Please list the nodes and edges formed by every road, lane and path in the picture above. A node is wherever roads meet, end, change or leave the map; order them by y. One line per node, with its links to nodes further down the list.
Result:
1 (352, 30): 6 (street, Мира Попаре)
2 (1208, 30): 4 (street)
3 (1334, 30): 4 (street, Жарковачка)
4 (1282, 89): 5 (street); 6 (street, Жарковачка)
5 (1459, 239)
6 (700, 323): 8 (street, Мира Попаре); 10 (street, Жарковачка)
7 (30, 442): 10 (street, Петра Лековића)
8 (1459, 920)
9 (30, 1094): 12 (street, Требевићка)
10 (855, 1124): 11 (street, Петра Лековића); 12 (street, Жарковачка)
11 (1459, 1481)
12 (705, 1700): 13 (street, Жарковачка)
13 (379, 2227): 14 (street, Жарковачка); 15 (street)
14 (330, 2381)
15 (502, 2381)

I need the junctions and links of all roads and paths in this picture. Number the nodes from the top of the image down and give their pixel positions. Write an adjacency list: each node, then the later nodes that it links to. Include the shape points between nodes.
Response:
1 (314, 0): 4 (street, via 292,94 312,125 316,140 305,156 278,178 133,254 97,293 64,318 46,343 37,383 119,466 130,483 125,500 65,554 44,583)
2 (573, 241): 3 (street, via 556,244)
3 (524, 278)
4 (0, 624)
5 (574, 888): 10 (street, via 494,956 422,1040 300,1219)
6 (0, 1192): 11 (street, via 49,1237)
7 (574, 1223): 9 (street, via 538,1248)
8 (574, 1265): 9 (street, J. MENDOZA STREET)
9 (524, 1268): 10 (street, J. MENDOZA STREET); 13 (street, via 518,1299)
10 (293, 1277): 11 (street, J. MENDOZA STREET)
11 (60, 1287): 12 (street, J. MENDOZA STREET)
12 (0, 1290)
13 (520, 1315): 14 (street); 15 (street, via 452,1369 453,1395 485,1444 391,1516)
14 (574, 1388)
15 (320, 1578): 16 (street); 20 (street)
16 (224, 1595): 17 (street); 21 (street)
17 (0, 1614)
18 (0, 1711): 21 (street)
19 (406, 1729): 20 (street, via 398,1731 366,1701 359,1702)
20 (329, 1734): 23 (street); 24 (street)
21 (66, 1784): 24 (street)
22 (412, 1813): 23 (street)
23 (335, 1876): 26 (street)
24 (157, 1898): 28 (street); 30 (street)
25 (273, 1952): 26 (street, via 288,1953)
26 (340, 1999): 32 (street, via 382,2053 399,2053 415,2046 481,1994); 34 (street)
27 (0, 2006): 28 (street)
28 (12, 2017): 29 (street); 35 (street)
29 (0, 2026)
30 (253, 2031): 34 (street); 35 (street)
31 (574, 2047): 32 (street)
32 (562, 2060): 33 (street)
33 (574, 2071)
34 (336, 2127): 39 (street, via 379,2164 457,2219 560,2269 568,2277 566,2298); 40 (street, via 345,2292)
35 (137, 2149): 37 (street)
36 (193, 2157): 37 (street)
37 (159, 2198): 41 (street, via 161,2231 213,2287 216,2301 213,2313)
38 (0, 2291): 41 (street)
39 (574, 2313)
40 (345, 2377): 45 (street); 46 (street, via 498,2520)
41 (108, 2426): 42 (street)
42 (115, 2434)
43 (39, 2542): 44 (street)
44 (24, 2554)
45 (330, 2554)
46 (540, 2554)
================================
_WHAT YOU ARE ASKED TO DO_:
Copy all the lines above that hold the string "picture".

_RESULT FOR THIS EXERCISE_:
Please list the nodes and edges formed by every road, lane and path in the picture above. A node is wherever roads meet, end, change or leave the map; order them by y. One line per node, with its links to nodes further down the list.
I need the junctions and links of all roads and paths in this picture. Number the nodes from the top of the image down and give their pixel positions. Write an adjacency list: each node, then the later nodes that it links to. Include the shape points between nodes.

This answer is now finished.